Levels of carbon dioxide in the atmosphere soared by a record amount in 2024 to hit another high, UN data shows, deepening the climate crisis that is already taking lives and livelihoods across the world.
Sometimes in complex systems you have a variable that tracks the overall system change. As you get closer to a tipping point, that variable starts increasing its variance from the mean as a predictor of the regime shift.
So, hypothetically, you have CO2 tracking smoothly upwards with little difference from year to year, then right before a major system tipping point the annual CO2 increase starts wobbling and varying more and more as a signal that big change is about to happen.
When they say that global CO2 sinks might be weakening, perhaps this portends a major shift. Not faster and faster but a completely different game…
However, scientists are concerned about a third factor: the possibility that the planet’s carbon sinks are beginning to fail. About half of all CO2 emissions every year are taken back out of the atmosphere by being dissolved in the ocean or being sucked up by growing trees and plants. But the oceans are getting hotter and can therefore absorb less CO2 while on land hotter and drier conditions and more wildfires mean less plant growth.

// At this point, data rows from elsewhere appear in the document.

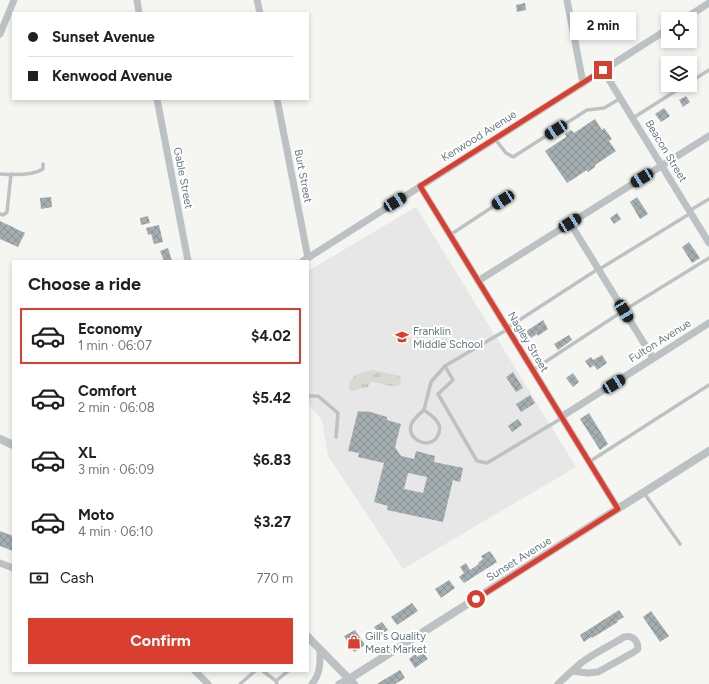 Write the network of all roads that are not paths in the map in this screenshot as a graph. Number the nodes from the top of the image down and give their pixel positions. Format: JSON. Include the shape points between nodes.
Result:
{"nodes":[{"id":1,"x":14,"y":0,"type":"edge"},
{"id":2,"x":137,"y":0,"type":"edge"},
{"id":3,"x":257,"y":0,"type":"edge"},
{"id":4,"x":566,"y":0,"type":"edge"},
{"id":5,"x":709,"y":3,"type":"edge"},
{"id":6,"x":139,"y":12,"type":"edge"},
{"id":7,"x":260,"y":12,"type":"edge"},
{"id":8,"x":695,"y":12,"type":"edge"},
{"id":9,"x":661,"y":33,"type":"edge"},
{"id":10,"x":0,"y":34,"type":"edge"},
{"id":11,"x":603,"y":70,"type":"junction"},
{"id":12,"x":709,"y":70,"type":"edge"},
{"id":13,"x":697,"y":78,"type":"edge"},
{"id":14,"x":583,"y":83,"type":"junction"},
{"id":15,"x":674,"y":92,"type":"edge"},
{"id":16,"x":621,"y":98,"type":"junction"},
{"id":17,"x":156,"y":100,"type":"edge"},
{"id":18,"x":277,"y":100,"type":"edge"},
{"id":19,"x":633,"y":118,"type":"junction"},
{"id":20,"x":709,"y":136,"type":"edge"},
{"id":21,"x":495,"y":139,"type":"junction"},
{"id":22,"x":43,"y":164,"type":"dead end"},
{"id":23,"x":662,"y":165,"type":"junction"},
{"id":24,"x":0,"y":174,"type":"edge"},
{"id":25,"x":11,"y":174,"type":"junction"},
{"id":26,"x":420,"y":186,"type":"junction"},
{"id":27,"x":709,"y":199,"type":"edge"},
{"id":28,"x":503,"y":200,"type":"dead end"},
{"id":29,"x":690,"y":212,"type":"junction"},
{"id":30,"x":0,"y":214,"type":"edge"},
{"id":31,"x":570,"y":223,"type":"junction"},
{"id":32,"x":450,"y":235,"type":"junction"},
{"id":33,"x":709,"y":243,"type":"edge"},
{"id":34,"x":709,"y":258,"type":"edge"},
{"id":35,"x":305,"y":259,"type":"edge"},
{"id":36,"x":188,"y":260,"type":"edge"},
{"id":37,"x":598,"y":269,"type":"junction"},
{"id":38,"x":478,"y":281,"type":"junction"},
{"id":39,"x":624,"y":311,"type":"junction"},
{"id":40,"x":709,"y":323,"type":"edge"},
{"id":41,"x":507,"y":328,"type":"junction"},
{"id":42,"x":653,"y":358,"type":"junction"},
{"id":43,"x":445,"y":366,"type":"junction"},
{"id":44,"x":532,"y":370,"type":"junction"},
{"id":45,"x":709,"y":385,"type":"edge"},
{"id":46,"x":309,"y":396,"type":"edge"},
{"id":47,"x":424,"y":410,"type":"junction"},
{"id":48,"x":562,"y":417,"type":"junction"},
{"id":49,"x":336,"y":437,"type":"dead end"},
{"id":50,"x":0,"y":439,"type":"edge"},
{"id":51,"x":12,"y":445,"type":"edge"},
{"id":52,"x":709,"y":451,"type":"edge"},
{"id":53,"x":589,"y":462,"type":"junction"},
{"id":54,"x":644,"y":493,"type":"junction"},
{"id":55,"x":618,"y":509,"type":"junction"},
{"id":56,"x":680,"y":544,"type":"dead end"},
{"id":57,"x":0,"y":563,"type":"edge"},
{"id":58,"x":12,"y":568,"type":"edge"},
{"id":59,"x":309,"y":638,"type":"edge"},
{"id":60,"x":320,"y":649,"type":"junction"},
{"id":61,"x":196,"y":672,"type":"edge"},
{"id":62,"x":254,"y":672,"type":"edge"},
{"id":63,"x":263,"y":672,"type":"edge"},
{"id":64,"x":287,"y":672,"type":"edge"},
{"id":65,"x":572,"y":672,"type":"junction"},
{"id":66,"x":277,"y":682,"type":"edge"},
{"id":67,"x":352,"y":682,"type":"edge"},
{"id":68,"x":208,"y":684,"type":"edge"},
{"id":69,"x":240,"y":684,"type":"edge"},
{"id":70,"x":312,"y":684,"type":"edge"},
{"id":71,"x":339,"y":684,"type":"edge"},
{"id":72,"x":558,"y":684,"type":"edge"}],
"edges":[{"from":1,"to":10,"type":"street"},
{"from":2,"to":6,"type":"street"},
{"from":3,"to":7,"type":"street"},
{"from":4,"to":14,"type":"street"},
{"from":5,"to":8,"type":"street"},
{"from":9,"to":11,"type":"street","name":"Kenwood Avenue"},
{"from":11,"to":14,"type":"street","name":"Kenwood Avenue"},
{"from":11,"to":16,"type":"street","name":"Beacon Street"},
{"from":12,"to":13,"type":"lane"},
{"from":14,"to":21,"type":"street","name":"Kenwood Avenue"},
{"from":15,"to":19,"type":"lane"},
{"from":16,"to":19,"type":"street","name":"Beacon Street"},
{"from":16,"to":21,"type":"lane","via":[[604,108],[587,110],[513,156],[506,153]]},
{"from":17,"to":36,"type":"street","name":"Gable Street"},
{"from":18,"to":35,"type":"street","name":"Burt Street"},
{"from":19,"to":23,"type":"street","name":"Beacon Street"},
{"from":20,"to":23,"type":"street"},
{"from":21,"to":26,"type":"street","name":"Kenwood Avenue"},
{"from":22,"to":25,"type":"lane","via":[[43,169],[39,172]]},
{"from":23,"to":29,"type":"street","name":"Beacon Street"},
{"from":23,"to":31,"type":"street"},
{"from":24,"to":25,"type":"lane"},
{"from":25,"to":30,"type":"lane","via":[[7,212]]},
{"from":26,"to":32,"type":"street","name":"Nagley Street"},
{"from":26,"to":35,"type":"street","name":"Kenwood Avenue"},
{"from":27,"to":29,"type":"lane"},
{"from":28,"to":32,"type":"lane"},
{"from":29,"to":33,"type":"street","name":"Beacon Street"},
{"from":29,"to":37,"type":"lane"},
{"from":31,"to":37,"type":"street"},
{"from":31,"to":38,"type":"street"},
{"from":32,"to":38,"type":"street","name":"Nagley Street"},
{"from":34,"to":39,"type":"lane"},
{"from":37,"to":39,"type":"street"},
{"from":37,"to":41,"type":"lane"},
{"from":38,"to":41,"type":"street","name":"Nagley Street"},
{"from":39,"to":42,"type":"street"},
{"from":39,"to":44,"type":"lane"},
{"from":40,"to":42,"type":"street","name":"Fulton Avenue"},
{"from":41,"to":43,"type":"lane"},
{"from":41,"to":44,"type":"street","name":"Nagley Street"},
{"from":42,"to":48,"type":"street","name":"Fulton Avenue"},
{"from":43,"to":47,"type":"lane","via":[[431,382]]},
{"from":43,"to":48,"type":"lane","via":[[453,380],[438,394],[477,461],[487,463]]},
{"from":44,"to":48,"type":"street","name":"Nagley Street"},
{"from":45,"to":53,"type":"lane"},
{"from":46,"to":49,"type":"lane","via":[[318,396],[338,413]]},
{"from":47,"to":47,"type":"lane","via":[[413,421],[411,429],[417,441],[426,443],[435,439],[440,430],[437,421]]},
{"from":48,"to":53,"type":"street","name":"Nagley Street"},
{"from":50,"to":51,"type":"street"},
{"from":52,"to":54,"type":"street","name":"Sunset Avenue"},
{"from":53,"to":55,"type":"street","name":"Nagley Street"},
{"from":54,"to":55,"type":"street","name":"Sunset Avenue"},
{"from":54,"to":56,"type":"lane"},
{"from":55,"to":67,"type":"street","name":"Sunset Avenue"},
{"from":57,"to":58,"type":"street"},
{"from":59,"to":60,"type":"street"},
{"from":60,"to":67,"type":"street"},
{"from":60,"to":70,"type":"street","via":[[320,668]]},
{"from":61,"to":68,"type":"street"},
{"from":62,"to":69,"type":"lane"},
{"from":63,"to":66,"type":"lane"},
{"from":64,"to":66,"type":"lane"},
{"from":65,"to":65,"type":"street","via":[[624,637],[632,637],[638,645],[634,652],[598,672]]},
{"from":65,"to":72,"type":"street"},
{"from":67,"to":71,"type":"street","name":"Sunset Avenue"}]} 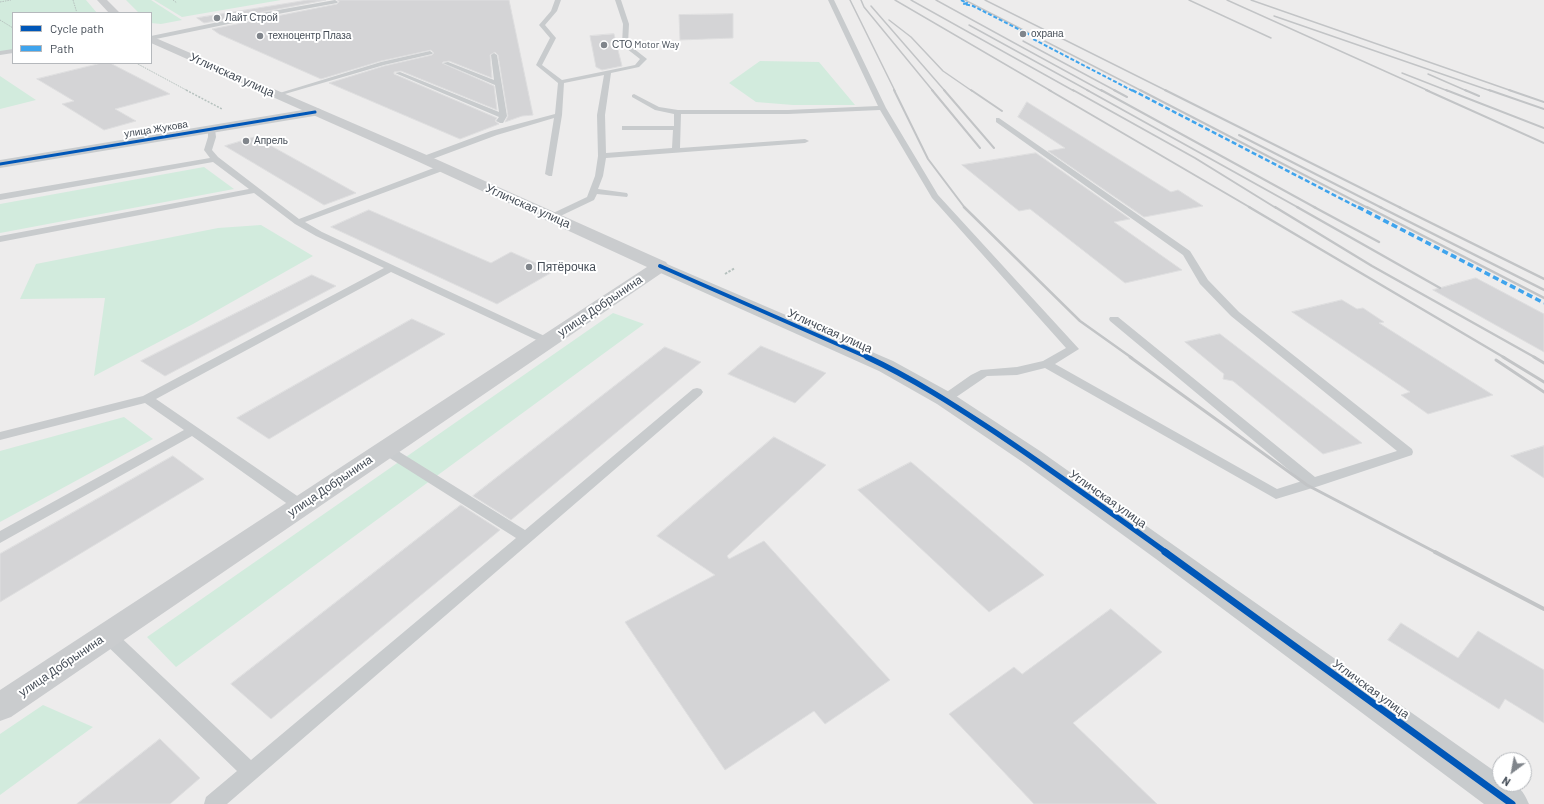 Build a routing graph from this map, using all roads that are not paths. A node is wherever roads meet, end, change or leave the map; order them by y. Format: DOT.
graph roads {
  1 [pos="102,0"];
  2 [pos="558,0"];
  3 [pos="618,0"];
  4 [pos="831,0"];
  5 [pos="335,2"];
  6 [pos="114,12"];
  7 [pos="152,39"];
  8 [pos="152,39"];
  9 [pos="12,51"];
  10 [pos="0,53"];
  11 [pos="430,53"];
  12 [pos="494,55"];
  13 [pos="446,63"];
  14 [pos="608,71"];
  15 [pos="398,73"];
  16 [pos="561,82"];
  17 [pos="499,84"];
  18 [pos="276,94"];
  19 [pos="634,96"];
  20 [pos="882,108"];
  21 [pos="315,112"];
  22 [pos="678,112"];
  23 [pos="558,115"];
  24 [pos="503,116"];
  25 [pos="999,120"];
  26 [pos="625,128"];
  27 [pos="677,128"];
  28 [pos="211,129"];
  29 [pos="494,133"];
  30 [pos="805,141"];
  31 [pos="676,150"];
  32 [pos="602,156"];
  33 [pos="215,159"];
  34 [pos="424,160"];
  35 [pos="0,164"];
  36 [pos="442,168"];
  37 [pos="548,174"];
  38 [pos="256,190"];
  39 [pos="593,190"];
  40 [pos="624,195"];
  41 [pos="0,197"];
  42 [pos="552,218"];
  43 [pos="298,222"];
  44 [pos="0,239"];
  45 [pos="660,266"];
  46 [pos="391,268"];
  47 [pos="1114,319"];
  48 [pos="547,341"];
  49 [pos="1046,364"];
  50 [pos="697,392"];
  51 [pos="147,399"];
  52 [pos="945,400"];
  53 [pos="193,430"];
  54 [pos="0,436"];
  55 [pos="385,449"];
  56 [pos="1314,483"];
  57 [pos="301,506"];
  58 [pos="526,537"];
  59 [pos="0,538"];
  60 [pos="107,635"];
  61 [pos="0,707"];
  62 [pos="251,772"];
  63 [pos="213,804"];
  64 [pos="1512,804"];
  1 -- 6 [label="main road"];
  2 -- 16 [label="lane"];
  3 -- 14 [label="lane"];
  4 -- 20 [label="lane"];
  5 -- 7 [label="lane"];
  8 -- 18 [label="main road, Угличская улица"];
  9 -- 10 [label="lane"];
  11 -- 18 [label="lane"];
  12 -- 17 [label="lane"];
  13 -- 17 [label="lane"];
  14 -- 16 [label="lane"];
  14 -- 32 [label="lane"];
  15 -- 24 [label="lane"];
  16 -- 23 [label="lane"];
  17 -- 24 [label="lane"];
  18 -- 21 [label="main road, Угличская улица"];
  19 -- 22 [label="lane"];
  20 -- 22 [label="lane"];
  20 -- 49 [label="lane"];
  21 -- 28 [label="street, улица Жукова"];
  21 -- 34 [label="main road, Угличская улица"];
  22 -- 27 [label="lane"];
  23 -- 29 [label="lane"];
  23 -- 37 [label="lane"];
  24 -- 29 [label="lane"];
  25 -- 56 [label="lane"];
  26 -- 27 [label="lane"];
  27 -- 31 [label="lane"];
  28 -- 33 [label="lane"];
  28 -- 35 [label="street, улица Жукова"];
  29 -- 34 [label="lane"];
  30 -- 31 [label="lane"];
  31 -- 32 [label="lane"];
  32 -- 39 [label="lane"];
  33 -- 38 [label="lane"];
  33 -- 41 [label="lane"];
  34 -- 36 [label="main road, Угличская улица"];
  36 -- 42 [label="main road, Угличская улица"];
  36 -- 43 [label="lane"];
  38 -- 43 [label="lane"];
  38 -- 44 [label="lane"];
  39 -- 40 [label="lane"];
  39 -- 42 [label="lane"];
  42 -- 45 [label="main road, Угличская улица"];
  43 -- 46 [label="lane"];
  45 -- 48 [label="main road, улица Добрынина"];
  45 -- 52 [label="street, Угличская улица"];
  46 -- 48 [label="lane"];
  46 -- 51 [label="lane"];
  47 -- 56 [label="lane"];
  48 -- 55 [label="main road, улица Добрынина"];
  49 -- 52 [label="lane"];
  49 -- 56 [label="lane"];
  50 -- 58 [label="lane"];
  51 -- 53 [label="lane"];
  51 -- 54 [label="lane"];
  52 -- 64 [label="street, Угличская улица"];
  53 -- 57 [label="lane"];
  53 -- 59 [label="lane"];
  55 -- 57 [label="main road, улица Добрынина"];
  55 -- 58 [label="lane"];
  57 -- 60 [label="main road, улица Добрынина"];
  58 -- 62 [label="lane"];
  60 -- 61 [label="main road, улица Добрынина"];
  60 -- 62 [label="lane"];
  62 -- 63 [label="lane"];
}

Let that sink in. No pun intended. Even without triggering all the natural runaway climate change tipping points, human CO2 has been getting bid A LOT lower by nature. If that were to weaken or go away that’s a pretty big change.
https://bergensia.com/wp-content/uploads/2025/04/be9bb3c91b926de2910976829a37fce2.jpg
This is what the CO2 curve looks like lately.
This is what it used to look like
https://upload.wikimedia.org/wikipedia/commons/c/c5/Mauna_Loa_CO2_monthly_mean_concentration.svg
The thing I’m pointing out is the red dots. Notice the red dots used to have a very clean very specific pattern years ago? (Spacing, height etc repeating each year.) Now that’s going away…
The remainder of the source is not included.